RNA-seq defined transcription and RNA processing patterns. (A) Foxd1. Cell 25 showed unexpected splicing (arrow) for this ‘intronless’ gene. Cell 50 showed transcripts restricted to the 3′ UTR (arrow), suggesting an absence of coding function. (B) Six2. Each cell shows a unique pattern of transcription/processing for the opposite strand (OS) LincRNA located 5′ of the Six2 gene. Cells 12 and 13 only showed transcripts from the 3′ exon. (C) Hox genes. Cell 4 showed intergenic splicing. Sequences within the second Hoxd12 exon served as a cryptic splice donor, providing an in-frame connection to the Hoxd11 second exon, resulting in a homeobox swap. Cell 29 used two novel exons, which were spliced with the second exon of Hoxd11. The positions of the genes, as per the UCSC genome browser are shown in blue, with introns marked by the lightest shade, and UTR sequences shown in the darkest shade. Arrows show unexpected splice events and the 3′ UTR transcripts of Foxd1.

Fig. 5.

Heatmap of differential gene expression of E12.5 uninduced and induced CM single cells. Of interest, at this stage the induction process shows a combination of both strong gene activation and repression. This is in contrast with E11.5, where the predominant feature was gene repression. Red, blue and yellow indicate high, low and intermediate expression levels.

Fig. 6.

Heatmap showing polarized gene expression of the renal vesicle. The 16 single-cell replicates of the proximal RV and the 12 single-cell replicates of the distal RV show remarkably consistent differences in the expression levels of a large number of genes. Red, blue and yellow indicate high, low and intermediate expression levels.

Fig. 7.

Multilineage priming of renal vesicle cells.
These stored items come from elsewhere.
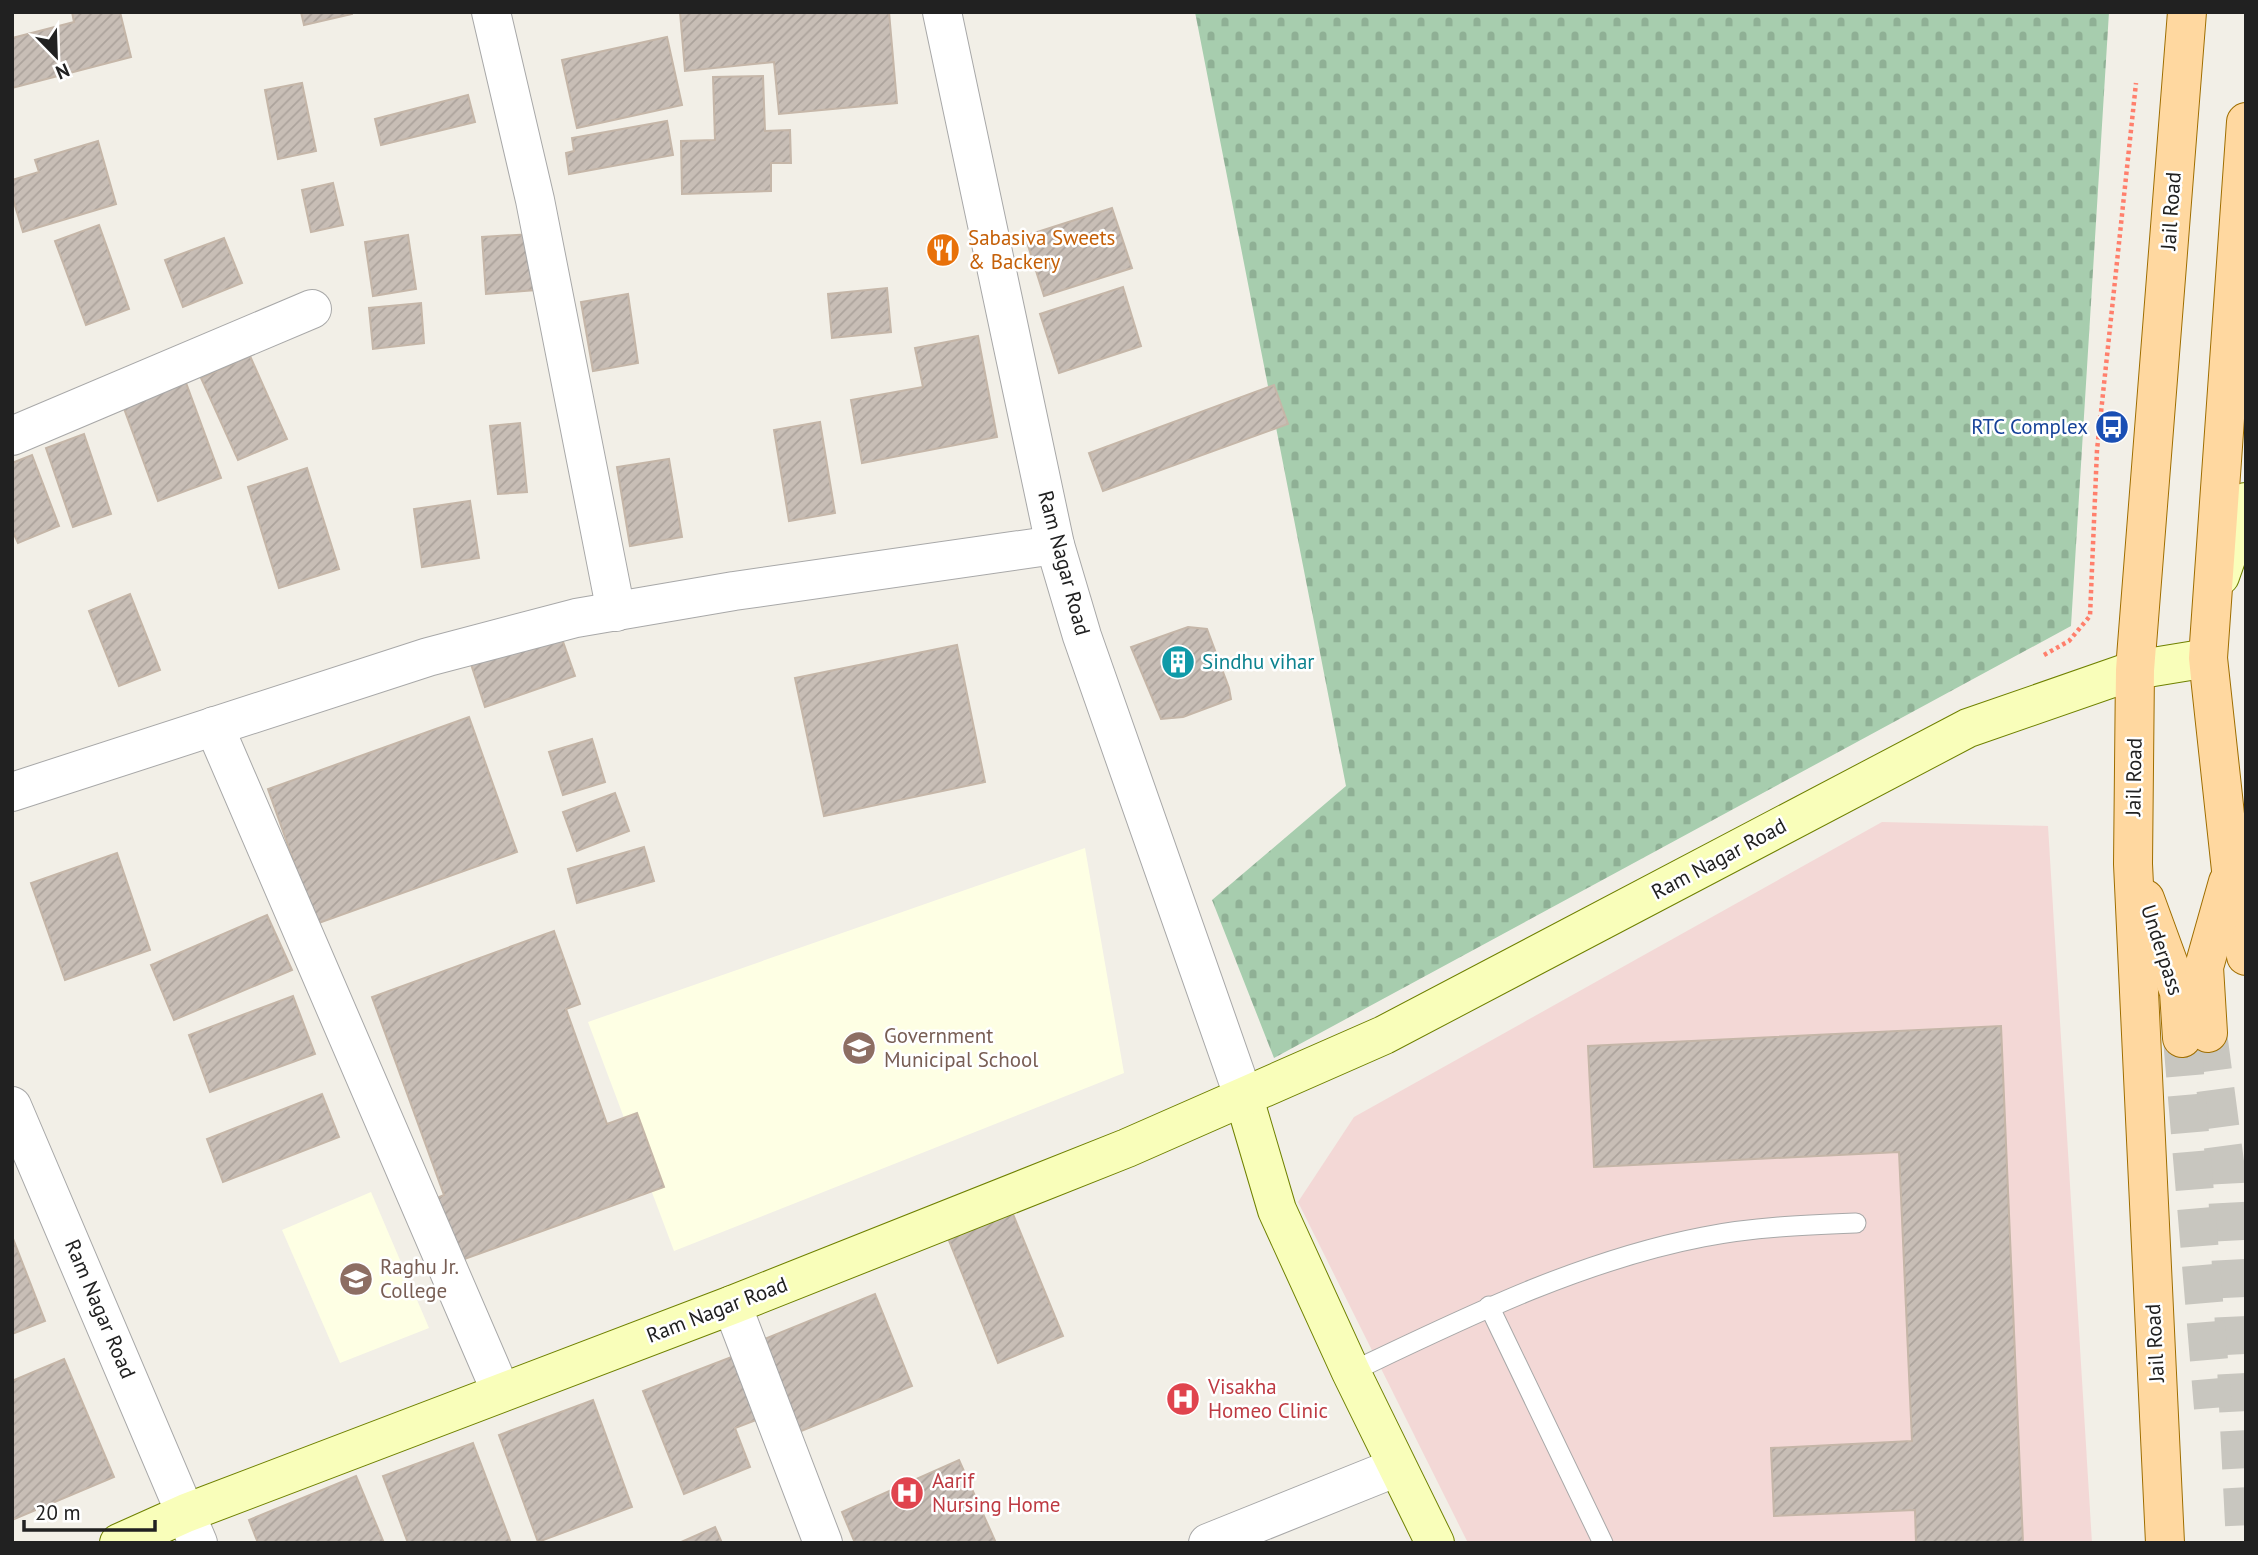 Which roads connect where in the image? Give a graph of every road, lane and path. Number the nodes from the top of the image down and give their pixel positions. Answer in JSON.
{"nodes":[{"id":1,"x":491,"y":12,"type":"edge"},
{"id":2,"x":942,"y":12,"type":"edge"},
{"id":3,"x":2187,"y":12,"type":"edge"},
{"id":4,"x":2136,"y":81,"type":"dead end"},
{"id":5,"x":2246,"y":122,"type":"edge"},
{"id":6,"x":312,"y":309,"type":"dead end"},
{"id":7,"x":12,"y":436,"type":"edge"},
{"id":8,"x":2246,"y":502,"type":"edge"},
{"id":9,"x":1055,"y":545,"type":"junction"},
{"id":10,"x":2212,"y":597,"type":"junction"},
{"id":11,"x":616,"y":612,"type":"junction"},
{"id":12,"x":2208,"y":658,"type":"junction"},
{"id":13,"x":2032,"y":661,"type":"dead end"},
{"id":14,"x":2135,"y":670,"type":"junction"},
{"id":15,"x":214,"y":726,"type":"junction"},
{"id":16,"x":12,"y":792,"type":"edge"},
{"id":17,"x":2133,"y":864,"type":"junction"},
{"id":18,"x":2231,"y":870,"type":"junction"},
{"id":19,"x":2246,"y":956,"type":"edge"},
{"id":20,"x":1244,"y":1098,"type":"junction"},
{"id":21,"x":12,"y":1105,"type":"edge"},
{"id":22,"x":1856,"y":1223,"type":"dead end"},
{"id":23,"x":732,"y":1305,"type":"junction"},
{"id":24,"x":1489,"y":1306,"type":"junction"},
{"id":25,"x":1351,"y":1372,"type":"junction"},
{"id":26,"x":501,"y":1392,"type":"junction"},
{"id":27,"x":1397,"y":1467,"type":"junction"},
{"id":28,"x":192,"y":1528,"type":"edge"},
{"id":29,"x":119,"y":1543,"type":"edge"},
{"id":30,"x":823,"y":1543,"type":"edge"},
{"id":31,"x":1208,"y":1543,"type":"edge"},
{"id":32,"x":1435,"y":1543,"type":"edge"},
{"id":33,"x":1603,"y":1543,"type":"edge"},
{"id":34,"x":2165,"y":1543,"type":"edge"}],
"edges":[{"from":1,"to":11,"type":"street"},
{"from":2,"to":9,"type":"street","name":"Ram Nagar Road"},
{"from":3,"to":14,"type":"main road","name":"Jail Road"},
{"from":4,"to":13,"type":"path"},
{"from":5,"to":10,"type":"main road"},
{"from":6,"to":7,"type":"street"},
{"from":8,"to":10,"type":"street"},
{"from":9,"to":11,"type":"street"},
{"from":9,"to":20,"type":"street","name":"Ram Nagar Road"},
{"from":10,"to":12,"type":"main road"},
{"from":11,"to":15,"type":"street"},
{"from":12,"to":14,"type":"street","name":"Ram Nagar Road"},
{"from":12,"to":18,"type":"main road"},
{"from":14,"to":17,"type":"main road","name":"Jail Road"},
{"from":14,"to":20,"type":"street","name":"Ram Nagar Road"},
{"from":15,"to":16,"type":"street"},
{"from":15,"to":26,"type":"street"},
{"from":17,"to":18,"type":"main road","name":"Underpass"},
{"from":17,"to":34,"type":"main road","name":"Jail Road"},
{"from":18,"to":19,"type":"main road"},
{"from":20,"to":23,"type":"street","name":"Ram Nagar Road"},
{"from":20,"to":25,"type":"street"},
{"from":21,"to":28,"type":"street","name":"Ram Nagar Road"},
{"from":22,"to":24,"type":"lane"},
{"from":23,"to":26,"type":"street","name":"Ram Nagar Road"},
{"from":23,"to":30,"type":"street"},
{"from":24,"to":25,"type":"lane"},
{"from":24,"to":33,"type":"lane"},
{"from":25,"to":27,"type":"street"},
{"from":26,"to":28,"type":"street","name":"Ram Nagar Road"},
{"from":27,"to":31,"type":"street"},
{"from":27,"to":32,"type":"street"},
{"from":28,"to":29,"type":"street","name":"Ram Nagar Road"}]}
The 58 RV single cells are color coded: proximal (green), distal (red) and equatorial (blue). Diamonds indicate gene expression patterns reflecting distinct differentiated cell types: yellow, podocytes; purple, proximal tubules; blue, parietal epithelial cell; red, distal tubule. Of interest, many cells show dual character, indicating multilineage priming.